SOURCE MATERIAL below:

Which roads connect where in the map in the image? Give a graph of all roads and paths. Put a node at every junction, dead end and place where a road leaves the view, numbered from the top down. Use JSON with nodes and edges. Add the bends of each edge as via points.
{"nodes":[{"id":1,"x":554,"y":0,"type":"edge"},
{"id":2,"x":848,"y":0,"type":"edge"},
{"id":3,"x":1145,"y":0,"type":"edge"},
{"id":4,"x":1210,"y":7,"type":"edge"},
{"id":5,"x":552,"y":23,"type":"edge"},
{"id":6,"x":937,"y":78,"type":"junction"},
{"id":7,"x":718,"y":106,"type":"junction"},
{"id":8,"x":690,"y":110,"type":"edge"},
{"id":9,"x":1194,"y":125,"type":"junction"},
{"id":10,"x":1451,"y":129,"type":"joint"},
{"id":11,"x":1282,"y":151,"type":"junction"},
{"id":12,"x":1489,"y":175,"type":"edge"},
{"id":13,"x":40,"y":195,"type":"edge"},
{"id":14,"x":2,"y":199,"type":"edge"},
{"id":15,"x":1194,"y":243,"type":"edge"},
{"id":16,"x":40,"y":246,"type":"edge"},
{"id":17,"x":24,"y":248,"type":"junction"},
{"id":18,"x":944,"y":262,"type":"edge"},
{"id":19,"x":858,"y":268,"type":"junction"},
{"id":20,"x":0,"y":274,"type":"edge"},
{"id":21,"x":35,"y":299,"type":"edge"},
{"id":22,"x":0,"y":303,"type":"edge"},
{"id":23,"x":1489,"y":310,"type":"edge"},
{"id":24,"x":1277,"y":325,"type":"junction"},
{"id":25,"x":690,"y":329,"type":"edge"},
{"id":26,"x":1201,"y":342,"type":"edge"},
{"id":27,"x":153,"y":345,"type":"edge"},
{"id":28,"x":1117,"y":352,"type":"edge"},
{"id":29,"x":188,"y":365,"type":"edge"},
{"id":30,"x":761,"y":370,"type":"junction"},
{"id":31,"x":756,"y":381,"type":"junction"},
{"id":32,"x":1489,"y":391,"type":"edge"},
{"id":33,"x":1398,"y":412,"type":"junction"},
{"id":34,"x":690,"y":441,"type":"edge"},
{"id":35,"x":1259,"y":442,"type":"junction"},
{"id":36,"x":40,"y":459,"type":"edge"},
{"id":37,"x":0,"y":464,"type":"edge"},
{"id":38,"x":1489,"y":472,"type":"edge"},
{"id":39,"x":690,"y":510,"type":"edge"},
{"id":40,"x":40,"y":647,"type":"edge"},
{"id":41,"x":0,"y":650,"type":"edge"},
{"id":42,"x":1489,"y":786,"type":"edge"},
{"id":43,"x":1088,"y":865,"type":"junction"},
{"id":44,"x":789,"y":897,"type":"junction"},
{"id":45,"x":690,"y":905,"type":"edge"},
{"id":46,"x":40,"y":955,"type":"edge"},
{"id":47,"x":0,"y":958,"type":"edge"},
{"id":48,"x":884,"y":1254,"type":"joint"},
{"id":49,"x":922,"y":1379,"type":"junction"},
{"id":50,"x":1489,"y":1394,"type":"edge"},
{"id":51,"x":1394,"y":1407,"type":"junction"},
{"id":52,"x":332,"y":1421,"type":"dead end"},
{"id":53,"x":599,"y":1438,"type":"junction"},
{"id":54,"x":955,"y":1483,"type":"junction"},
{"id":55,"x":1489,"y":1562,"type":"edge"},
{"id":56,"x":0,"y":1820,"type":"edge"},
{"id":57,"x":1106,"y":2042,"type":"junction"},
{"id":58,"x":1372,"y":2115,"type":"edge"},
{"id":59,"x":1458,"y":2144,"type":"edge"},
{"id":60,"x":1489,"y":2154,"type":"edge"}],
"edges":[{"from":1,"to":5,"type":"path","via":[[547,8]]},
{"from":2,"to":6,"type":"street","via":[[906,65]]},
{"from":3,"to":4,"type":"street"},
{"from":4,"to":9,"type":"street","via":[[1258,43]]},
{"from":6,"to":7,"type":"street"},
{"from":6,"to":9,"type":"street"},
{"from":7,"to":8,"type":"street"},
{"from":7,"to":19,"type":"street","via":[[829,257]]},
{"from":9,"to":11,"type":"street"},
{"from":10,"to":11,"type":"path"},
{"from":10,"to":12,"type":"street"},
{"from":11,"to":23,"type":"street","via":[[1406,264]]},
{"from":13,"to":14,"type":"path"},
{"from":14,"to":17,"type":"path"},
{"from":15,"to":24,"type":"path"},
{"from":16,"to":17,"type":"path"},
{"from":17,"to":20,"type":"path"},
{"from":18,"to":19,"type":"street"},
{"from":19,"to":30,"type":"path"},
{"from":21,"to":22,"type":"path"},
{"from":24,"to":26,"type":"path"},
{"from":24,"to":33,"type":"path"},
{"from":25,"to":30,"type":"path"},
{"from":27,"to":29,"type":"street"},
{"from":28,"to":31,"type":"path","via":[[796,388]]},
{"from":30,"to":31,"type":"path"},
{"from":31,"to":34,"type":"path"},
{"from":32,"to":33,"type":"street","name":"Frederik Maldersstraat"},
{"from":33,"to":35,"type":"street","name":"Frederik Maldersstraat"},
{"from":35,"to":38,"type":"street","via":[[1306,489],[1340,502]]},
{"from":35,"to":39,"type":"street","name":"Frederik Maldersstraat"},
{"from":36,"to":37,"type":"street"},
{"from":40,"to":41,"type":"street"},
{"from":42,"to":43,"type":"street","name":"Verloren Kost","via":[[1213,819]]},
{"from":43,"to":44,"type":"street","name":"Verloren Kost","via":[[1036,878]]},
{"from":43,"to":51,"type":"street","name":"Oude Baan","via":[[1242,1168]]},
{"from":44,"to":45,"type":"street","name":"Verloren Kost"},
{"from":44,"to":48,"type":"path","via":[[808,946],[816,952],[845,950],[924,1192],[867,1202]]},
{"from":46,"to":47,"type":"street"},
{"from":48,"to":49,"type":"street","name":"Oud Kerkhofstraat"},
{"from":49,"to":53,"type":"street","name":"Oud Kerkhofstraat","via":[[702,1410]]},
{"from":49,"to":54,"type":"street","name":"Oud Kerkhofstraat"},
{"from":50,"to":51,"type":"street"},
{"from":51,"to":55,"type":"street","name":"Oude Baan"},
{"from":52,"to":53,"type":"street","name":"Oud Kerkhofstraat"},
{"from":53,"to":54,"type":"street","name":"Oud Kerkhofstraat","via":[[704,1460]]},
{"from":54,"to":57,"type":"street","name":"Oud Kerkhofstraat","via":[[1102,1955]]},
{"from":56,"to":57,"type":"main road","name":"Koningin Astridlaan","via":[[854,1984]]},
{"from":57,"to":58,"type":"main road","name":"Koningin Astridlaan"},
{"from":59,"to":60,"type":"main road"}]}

End of SOURCE MATERIAL.

> PROBLEM STATEMENT
Which lines of the records above contain the word "Maldersstraat"? Report each one in full.

> ANSWER TO THE EXERCISE
{"from":32,"to":33,"type":"street","name":"Frederik Maldersstraat"},
{"from":33,"to":35,"type":"street","name":"Frederik Maldersstraat"},
{"from":35,"to":39,"type":"street","name":"Frederik Maldersstraat"},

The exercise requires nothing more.